- @FredOoo: Please rename the thread from DOM (web browsers) to BOM (text encodings), it's incredibly confusing. Plus it will hurt searching for this thread, if it remains as is.
- Good thread topic, I make all my code Unicode/ANSI compatible. But otherwise I'd use an AHK script to handle opening ahk files, it would search for a comment like ';AHK v2 script', inside the script, to determine which exe to use.
- Btw in your second post, UTF-16 characters appear at even offsets,
- @swagfag: Nice encodings table. I thought I'd try and reverse-engineer it, as a speed-coding challenge. It has a lot of fiddly bits to it though. I wonder if your code was anything like mine.
- Btw for your UTF-16 BE example, the BOM should be þÿ.
Code: Select all
q:: ;test write string in different encodings
vList := "CP0,UTF-8,UTF-16,UTF-16"
oEnc := StrSplit("ANSI,UTF 8 ,UTF 16,UTF 16", ",")
oEnc2 := StrSplit(",,LE,BE", ",")
vText := "hello"
vOutput := ""
Loop, Parse, vList, % ","
{
vEnc := A_LoopField
vIndex := A_Index
Loop, 2
{
if (A_Index = 2) && (vEnc = "CP0")
break
vPfx := (A_Index = 1) ? "" : Chr(0xFEFF) ;BOM
vEnc2 := oEnc[vIndex]
if oEnc2[vIndex]
vEnc2 .= " " oEnc2[vIndex]
if (SubStr(vEnc2, 1, 1) = "U")
vEnc2 .= (A_Index = 1) ? " NO BOM" : " BOM"
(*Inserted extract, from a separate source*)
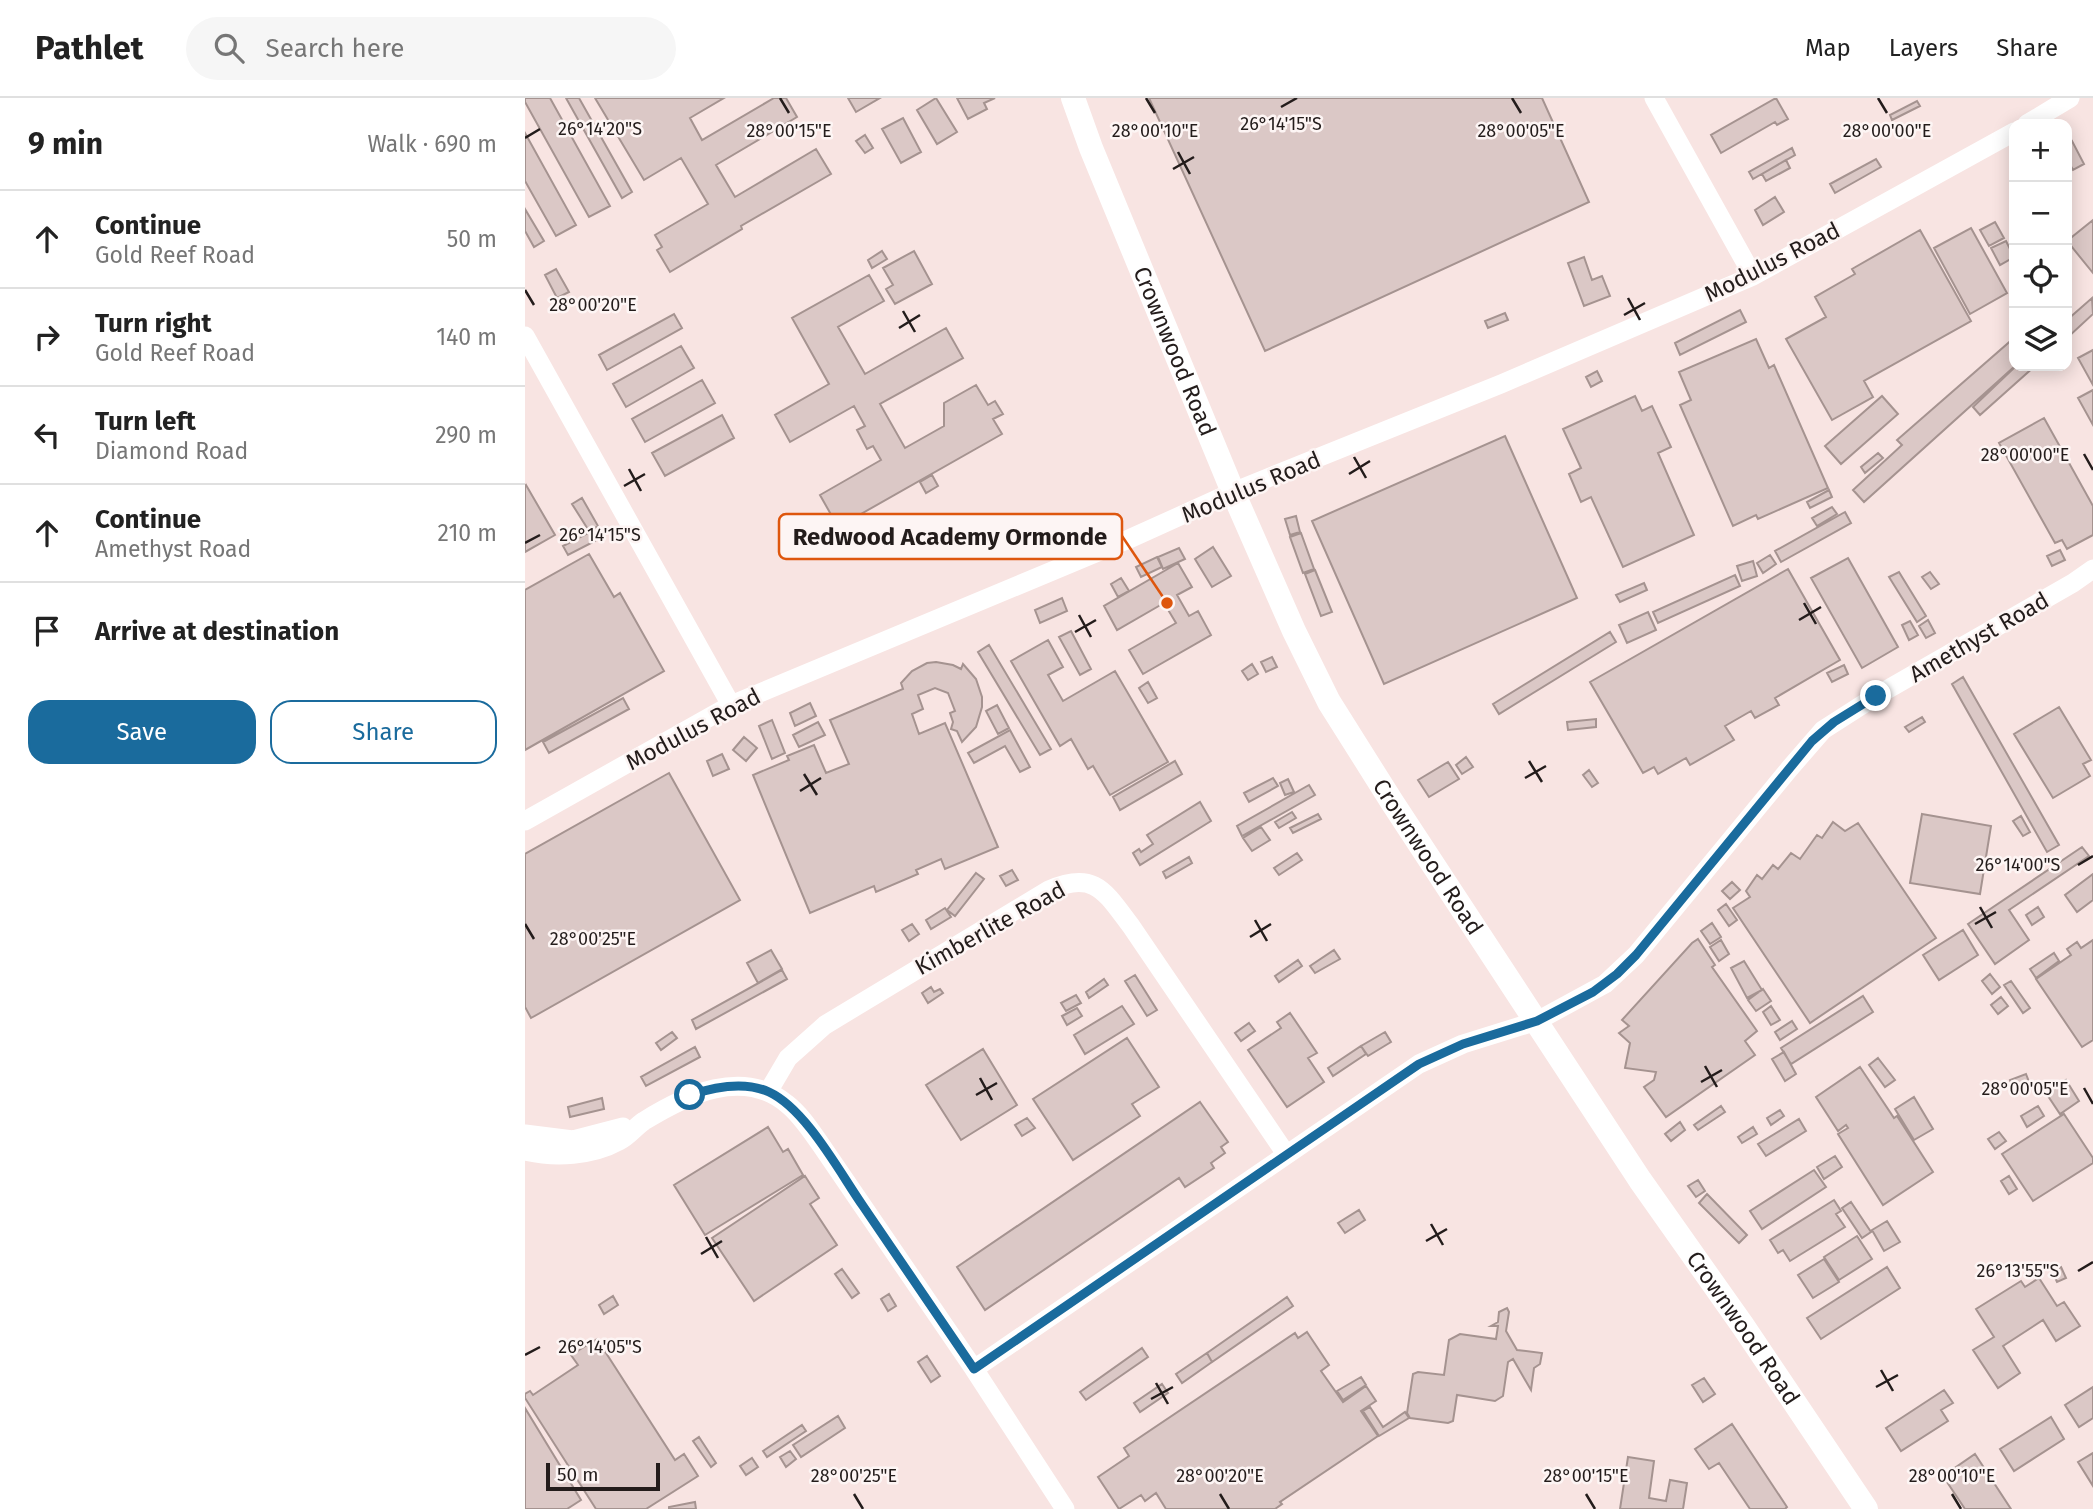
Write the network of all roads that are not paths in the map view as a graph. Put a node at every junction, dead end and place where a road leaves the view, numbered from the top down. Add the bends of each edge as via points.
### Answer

vSize := StrPut(vPfx vText, vEnc)
vSize--
if (vEnc = "UTF-16")
vSize *= 2
VarSetCapacity(vData, vSize)
if (oEnc2[vIndex] = "BE")
{
VarSetCapacity(vData2, vSize)
StrPut(vPfx vText, &vData2, vEnc)
;LCMAP_BYTEREV := 0x800
DllCall("kernel32\LCMapStringW", "UInt",0, "UInt",0x800, "WStr",vData2, "Int",vSize/2, "WStr",vData, "Int",vSize/2)
}
else
StrPut(vPfx vText, &vData, vEnc)
vHex := vPreview := ""
Loop, % vSize
{
vOrd := NumGet(&vData, A_Index-1, "UChar")
vHex .= (A_Index=1?"":" ") Format("{:02X}", vOrd)
vPreview .= vOrd ? Chr(vOrd) : "."
}
;vOutput .= vSize " " vEnc "`r`n"
vOutput .= Format("{: -20}{: -39}{}`r`n", vEnc2, vHex, vPreview)
}
}
Clipboard := vOutput
MsgBox, % vOutput
return